On 12/02/2008 12:23 PM, Stephen Hemminger wrote:
This patch does more error checking in the Advanced Error Reporting code.
Since AER needs to access PCI registers > 255, it won't work without MMCONFIG
and other quirks may stop it as well. The code must check this by looking
at return values from pci_read/write_config_XXX calls.
I don't have any hardware that uses AER routines but discovered this
in earlier versions of the sky2 driver that tried to use
pci AER routines. Ended up just giving up and using other ways to access PCI
config space on sky2 since there were too many platform glitches.
When experimenting with sky2 driver, was pci_find_ext_capability()
returning non-zero although further ext-space accesses were failing?
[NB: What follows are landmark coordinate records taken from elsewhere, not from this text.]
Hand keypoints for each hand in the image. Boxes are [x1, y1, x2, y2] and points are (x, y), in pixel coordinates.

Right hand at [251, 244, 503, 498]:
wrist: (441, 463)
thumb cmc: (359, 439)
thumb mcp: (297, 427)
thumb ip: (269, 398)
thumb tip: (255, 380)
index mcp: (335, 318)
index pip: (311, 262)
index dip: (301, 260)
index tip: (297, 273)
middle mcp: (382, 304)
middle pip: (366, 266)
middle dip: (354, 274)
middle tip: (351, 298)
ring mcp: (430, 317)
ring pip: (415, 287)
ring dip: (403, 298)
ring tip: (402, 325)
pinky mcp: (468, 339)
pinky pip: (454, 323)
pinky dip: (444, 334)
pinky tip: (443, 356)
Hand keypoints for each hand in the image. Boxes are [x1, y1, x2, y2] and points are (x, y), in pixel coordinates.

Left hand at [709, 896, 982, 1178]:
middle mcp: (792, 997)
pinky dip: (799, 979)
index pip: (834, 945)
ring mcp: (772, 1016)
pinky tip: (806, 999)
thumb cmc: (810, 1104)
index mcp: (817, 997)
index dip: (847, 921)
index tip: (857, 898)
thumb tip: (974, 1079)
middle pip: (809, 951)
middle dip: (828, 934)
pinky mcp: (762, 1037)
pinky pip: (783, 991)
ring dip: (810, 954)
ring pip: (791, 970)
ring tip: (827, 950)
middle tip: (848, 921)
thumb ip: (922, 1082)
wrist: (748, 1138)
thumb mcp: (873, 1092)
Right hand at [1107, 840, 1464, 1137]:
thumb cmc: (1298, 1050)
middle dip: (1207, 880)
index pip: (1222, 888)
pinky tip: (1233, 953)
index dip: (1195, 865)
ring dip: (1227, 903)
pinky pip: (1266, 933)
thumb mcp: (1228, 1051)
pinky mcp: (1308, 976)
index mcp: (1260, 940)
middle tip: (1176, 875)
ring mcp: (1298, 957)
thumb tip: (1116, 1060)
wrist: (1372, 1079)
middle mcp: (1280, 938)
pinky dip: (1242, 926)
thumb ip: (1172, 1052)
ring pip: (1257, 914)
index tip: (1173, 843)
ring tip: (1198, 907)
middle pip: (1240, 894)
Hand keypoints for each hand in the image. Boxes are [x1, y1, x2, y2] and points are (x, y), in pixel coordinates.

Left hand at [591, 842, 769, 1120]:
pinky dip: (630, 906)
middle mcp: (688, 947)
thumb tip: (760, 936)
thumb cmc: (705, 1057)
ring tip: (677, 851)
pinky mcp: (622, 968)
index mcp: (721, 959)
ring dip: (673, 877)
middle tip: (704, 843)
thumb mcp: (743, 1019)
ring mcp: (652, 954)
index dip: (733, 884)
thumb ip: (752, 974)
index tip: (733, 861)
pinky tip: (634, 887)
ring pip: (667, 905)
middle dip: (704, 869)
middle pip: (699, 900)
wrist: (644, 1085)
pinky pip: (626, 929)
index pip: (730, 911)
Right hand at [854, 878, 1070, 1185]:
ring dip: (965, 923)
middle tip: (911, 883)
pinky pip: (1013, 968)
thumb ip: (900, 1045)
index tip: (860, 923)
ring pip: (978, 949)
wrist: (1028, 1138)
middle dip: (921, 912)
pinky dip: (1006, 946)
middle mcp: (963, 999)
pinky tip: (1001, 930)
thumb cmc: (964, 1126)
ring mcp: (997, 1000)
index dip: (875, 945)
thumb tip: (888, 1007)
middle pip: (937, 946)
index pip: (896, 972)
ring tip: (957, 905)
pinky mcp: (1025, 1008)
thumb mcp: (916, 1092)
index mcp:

Signed-off-by: Stephen Hemminger <shemminger@xxxxxxxxxx>
--- a/drivers/pci/pcie/aer/aerdrv_core.c 2008-12-02 07:56:08.000000000 -0800
+++ b/drivers/pci/pcie/aer/aerdrv_core.c 2008-12-02 09:07:32.000000000 -0800
@@ -31,80 +31,92 @@ module_param(forceload, bool, 0);
int pci_enable_pcie_error_reporting(struct pci_dev *dev)
{
u16 reg16 = 0;
- int pos;
+ int pos, err;
+ u32 status;
pos = pci_find_ext_capability(dev, PCI_EXT_CAP_ID_ERR);
if (!pos)
return -EIO;
+ err = pci_read_config_dword(dev, pos + PCI_ERR_UNCOR_STATUS, &status);
+ if (err)
+ return err;
+
For legacy-conf-space, most kernel code assumes success without
checking. For ext-conf-space, wouldn't it be convenient to be able to
make the same assumption when pci_find_ext_capability() returns a valid
offset?
The patch looks good to me, but I am just asking whether there is a
known case where pcie_find_ext_capability() returns a valid offset,
although that offset might turn out unusable (it might be worth
investigating pci_find_ext_capability() then).